Student Question: When you were talking about the trauma that Japan faced in the war, I was realizing that I couldn’t really relate because I feel I’ve never identified with a nation or a culture, and I couldn’t imagine feeling trauma over my country losing a war.
“It wasn’t just losing a war; it was losing their culture,” elucidates Shunyamurti, the founder of the Sat Yoga Institute in Costa Rica. “And the whole of modern history is the destruction of one culture after another by the dominant globalizing culture of capitalism.”

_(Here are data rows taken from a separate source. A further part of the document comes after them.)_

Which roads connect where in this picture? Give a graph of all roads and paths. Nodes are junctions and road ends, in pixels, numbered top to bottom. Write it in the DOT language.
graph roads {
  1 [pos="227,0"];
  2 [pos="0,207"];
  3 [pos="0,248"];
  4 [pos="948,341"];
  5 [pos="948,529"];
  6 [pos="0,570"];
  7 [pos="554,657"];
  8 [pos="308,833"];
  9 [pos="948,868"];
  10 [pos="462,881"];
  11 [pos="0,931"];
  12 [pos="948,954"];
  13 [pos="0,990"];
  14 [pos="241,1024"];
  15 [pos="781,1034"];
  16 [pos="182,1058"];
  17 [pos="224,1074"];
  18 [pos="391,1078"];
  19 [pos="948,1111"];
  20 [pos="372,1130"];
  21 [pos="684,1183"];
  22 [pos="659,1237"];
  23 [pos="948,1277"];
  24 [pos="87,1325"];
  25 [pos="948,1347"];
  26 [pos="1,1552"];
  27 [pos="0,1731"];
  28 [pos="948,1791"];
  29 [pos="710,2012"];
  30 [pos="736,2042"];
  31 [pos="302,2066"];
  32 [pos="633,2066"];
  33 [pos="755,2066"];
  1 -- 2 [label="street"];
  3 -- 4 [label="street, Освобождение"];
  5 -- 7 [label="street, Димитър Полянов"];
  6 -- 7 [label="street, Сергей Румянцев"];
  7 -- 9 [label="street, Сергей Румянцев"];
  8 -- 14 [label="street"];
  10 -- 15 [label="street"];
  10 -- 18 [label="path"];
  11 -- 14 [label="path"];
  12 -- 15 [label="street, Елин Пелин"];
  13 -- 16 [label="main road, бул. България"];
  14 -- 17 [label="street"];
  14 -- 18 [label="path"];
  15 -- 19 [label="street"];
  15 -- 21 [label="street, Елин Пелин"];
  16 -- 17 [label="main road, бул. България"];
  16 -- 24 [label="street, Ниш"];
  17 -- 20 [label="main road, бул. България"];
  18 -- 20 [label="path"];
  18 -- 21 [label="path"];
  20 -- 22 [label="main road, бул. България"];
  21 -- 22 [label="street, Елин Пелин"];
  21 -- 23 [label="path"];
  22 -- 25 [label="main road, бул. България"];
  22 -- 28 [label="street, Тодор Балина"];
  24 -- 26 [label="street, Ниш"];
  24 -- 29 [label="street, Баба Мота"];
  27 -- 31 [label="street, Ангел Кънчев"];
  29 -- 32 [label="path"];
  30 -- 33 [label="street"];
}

For the Japanese, however, the loss in the war had “profound effects, at that moment, because they were in denial. And it was that forcible coming out of denial, with the sudden dropping of bombs that destroyed Hiroshima and Nagasaki, that literally left the population speechless. That was shock and awe in the true sense. And not only Japan, but I think the entire world has not yet recovered from that."

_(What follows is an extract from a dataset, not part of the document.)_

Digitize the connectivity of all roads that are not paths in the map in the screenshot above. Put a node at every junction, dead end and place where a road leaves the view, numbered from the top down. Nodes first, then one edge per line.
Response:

They [the Japanese] were in denial of this event happening, you mean the destruction in the war? Or were you referring to a different kind of destruction?
“Of the fact that they were losing; it was inconceivable that they could lose. Just as it’s inconceivable now to many people that the present system can fall. You have people who think, ‘Ah, this will go on forever.’ People can more easily imagine the destruction of the world by an asteroid than the fall of global capitalism. It’s inconceivable and it’s not discussable.”
But this is not the end, “and we have to become very strong, and filled with the inspiration of what is going to be born through this trauma, ‘cause it’s a blessing, ultimately; everything is a blessing if it’s understood in its true significance.” Recorded on the evening of Thursday, December 2, 2010.